Industrial Mercury Is Falling Out Of The Sky
By James Donahue
Toxic levels of mercury are now being found in the rain and snow that fall out of our skies,
scientists warn. It is affecting the health of all living creatures.
The National Wildlife Federation reported in 2003 that rain falling in over 12 eastern
states was found to contain mercury levels that exceed federal safe standards for people an animals. The states named in that
year's report included Alabama, Florida, Georgia, Indiana, Louisiana, Maryland, Mississippi, New York, North Carolina, Pennsylvania,
South Carolina and Texas. The problem may be even more severe now.
The mercury contamination is found primarily in one major food source . . . fish.
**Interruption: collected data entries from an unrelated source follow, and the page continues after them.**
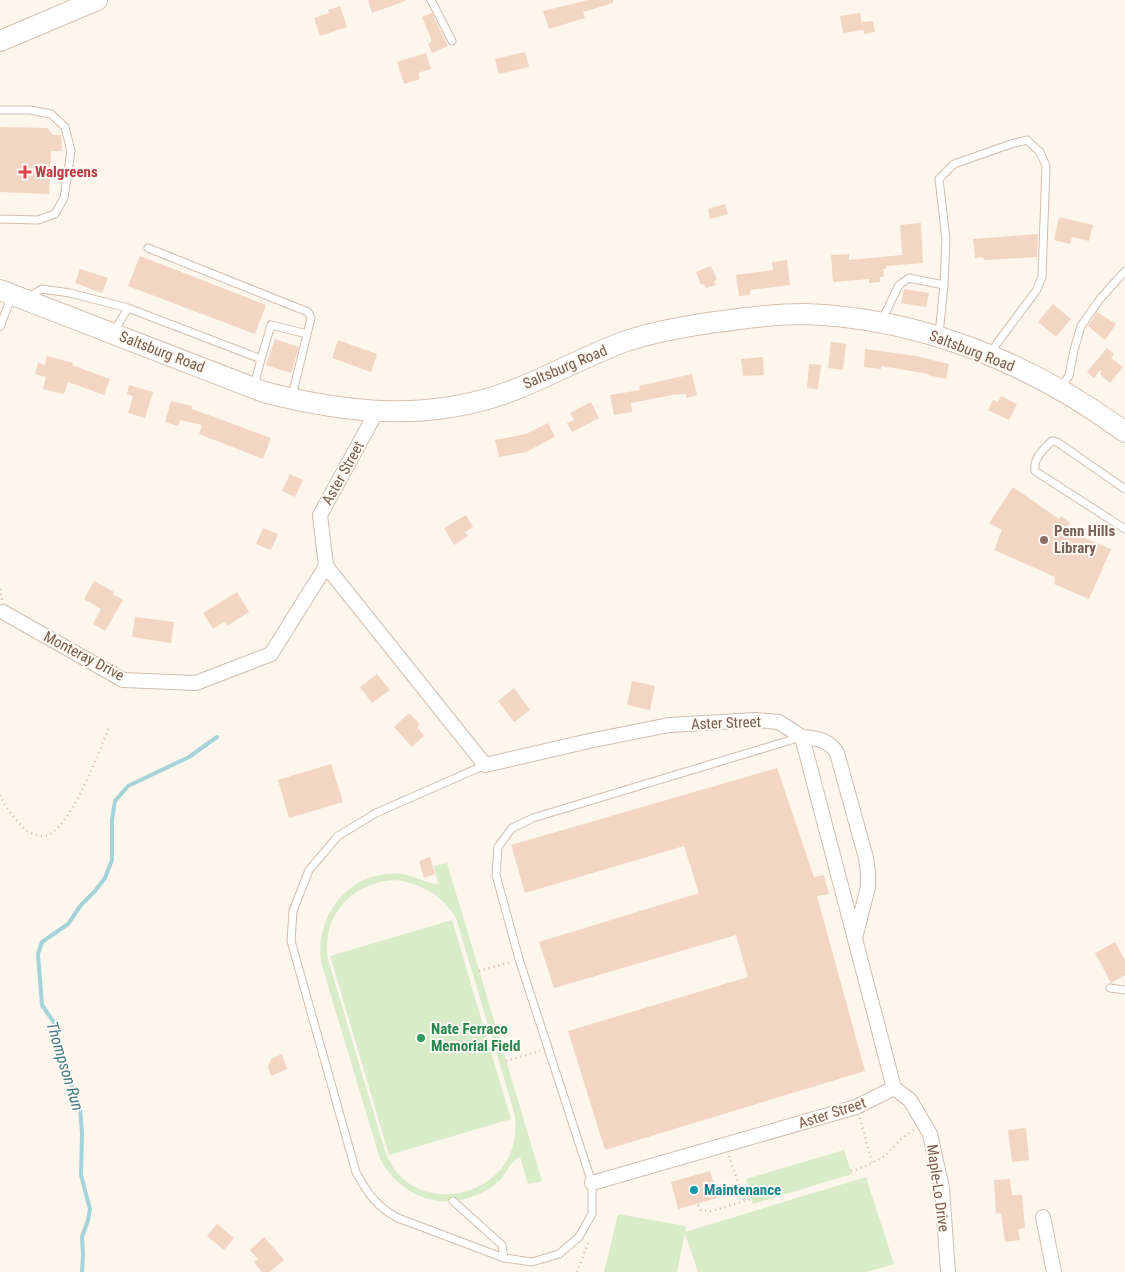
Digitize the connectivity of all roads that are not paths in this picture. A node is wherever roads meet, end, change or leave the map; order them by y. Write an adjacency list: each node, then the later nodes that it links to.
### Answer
1 (97, 0): 3 (main road)
2 (431, 0): 4 (lane)
3 (0, 41)
4 (452, 41)
5 (0, 110): 6 (lane)
6 (0, 220)
7 (148, 248): 15 (lane)
8 (1125, 271): 20 (lane)
9 (944, 285): 12 (lane); 16 (lane); 17 (lane)
10 (12, 295): 11 (lane); 13 (lane); 14 (main road, Saltsburg Road)
11 (128, 308): 14 (lane); 18 (lane)
12 (881, 322): 16 (main road, Saltsburg Road); 22 (main road, Saltsburg Road)
13 (0, 326)
14 (113, 333): 19 (main road, Saltsburg Road)
15 (307, 334): 18 (lane); 21 (lane)
16 (938, 337): 17 (main road, Saltsburg Road)
17 (988, 355): 20 (main road, Saltsburg Road)
18 (261, 359): 19 (lane)
19 (253, 388): 21 (main road, Saltsburg Road)
20 (1059, 390): 23 (main road, Saltsburg Road)
21 (291, 399): 22 (main road, Saltsburg Road)
22 (377, 411): 26 (street, Aster Street)
23 (1125, 432)
24 (1125, 489): 25 (lane)
25 (1125, 529)
26 (326, 566): 27 (street, Monteray Drive); 29 (street)
27 (3, 612)
28 (802, 737): 29 (street, Aster Street); 30 (street); 30 (street); 34 (lane)
29 (485, 765): 37 (lane)
30 (855, 939): 33 (street)
31 (1110, 988): 32 (lane)
32 (1125, 990)
33 (894, 1088): 34 (street, Aster Street); 38 (street, Maple-Lo Drive)
34 (592, 1183): 37 (lane)
35 (453, 1202): 37 (lane)
36 (1043, 1217): 39 (street)
37 (504, 1258)
38 (948, 1272)
39 (1054, 1272)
Much
of it was noticed first in fresh water species, but more recently the high mercury contamination also is being found in certain
sea foods, expecially the shell fish and tuna.
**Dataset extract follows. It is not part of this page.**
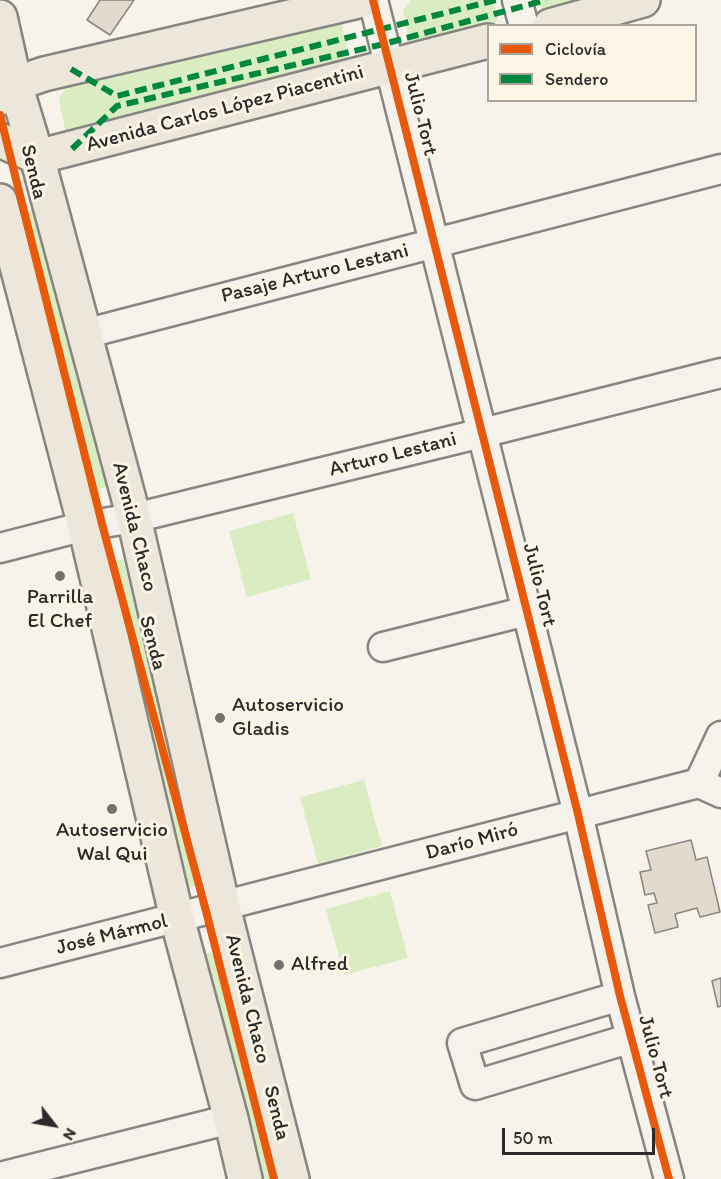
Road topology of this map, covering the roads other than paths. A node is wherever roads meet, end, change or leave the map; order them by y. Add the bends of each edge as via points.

It is believed that the biggest polluter is coal-fired power plants that now pepper the
planet. Another major mercury polluter that few people think about are municipal medical waste incinerators that also spew
mercury into the air. These two sources are said to account for 85 percent of all mercury pollution in the air.
How severe is the threat to human health?
In America one-in-six children born each year have been found exposed to mercury levels
high enough to put them at risk for learning disabilities, motor skill impairment and short-term memory loss. That is because
mercury attacks the brain. If it is happening in the United States, you can be sure similar mercury exposures are present
in newborn babies all over the world.
The Centers for Disease Control an Prevention says that one in 12 women of childbearing
age is shown to have blood mercury levels that exceed the federal safe level for protection of the fetus. And this translates
into about 320,000 babies born each year in the U.S. that are at risk.
Mercury also inhibits reproduction among wildlife. Hardest hit are not only fresh water
fish but birds an animals that feed on fish. Health officials in 44 states have issued warnings for people to restrict or
entirely avoid eating fish caught in thousands of inland lakes and streams.
One major impact on public health has been the tuna industry, which remains among the most
popular foods on grocery store shelves. The FDA in 2000 issued an advisory warning women not to eat a lot of canned tuna during
pregnancy because of the high levels of mercury found in it.. A joint advisory on this topic was issued in 2004 by both the
FDA and the EPA.
The State of California considers this problem so serious, in 2003 the state Attorney General's
office filed suit to force supermarkets, restaurants and tuna companies to warn customers that tuna, swordfish and shark sold
in their markets contain mercury.
Just how dangerous is the mercury in our food chain?
One of the most dramatic effects was seen in fishermen and their families in Japanese villages
on Minamata Bay during the 1950s. There, the Japanese people have a diet that is primary of seafood. But they were showing
signs of brain damage and some people were fatally stricken with disease and seizures. Investigation revealed the locally
caught fish showing high levels of methylmercury from a local chemical plant that was discharging organic mercury directly
into the bay. The mercury was being absorbed by the fish and then consumed by the people.
All of this is just one more case against the continued burning of carbon fuels, especially
coal, to meet the growing energy demands of an overpopulated world.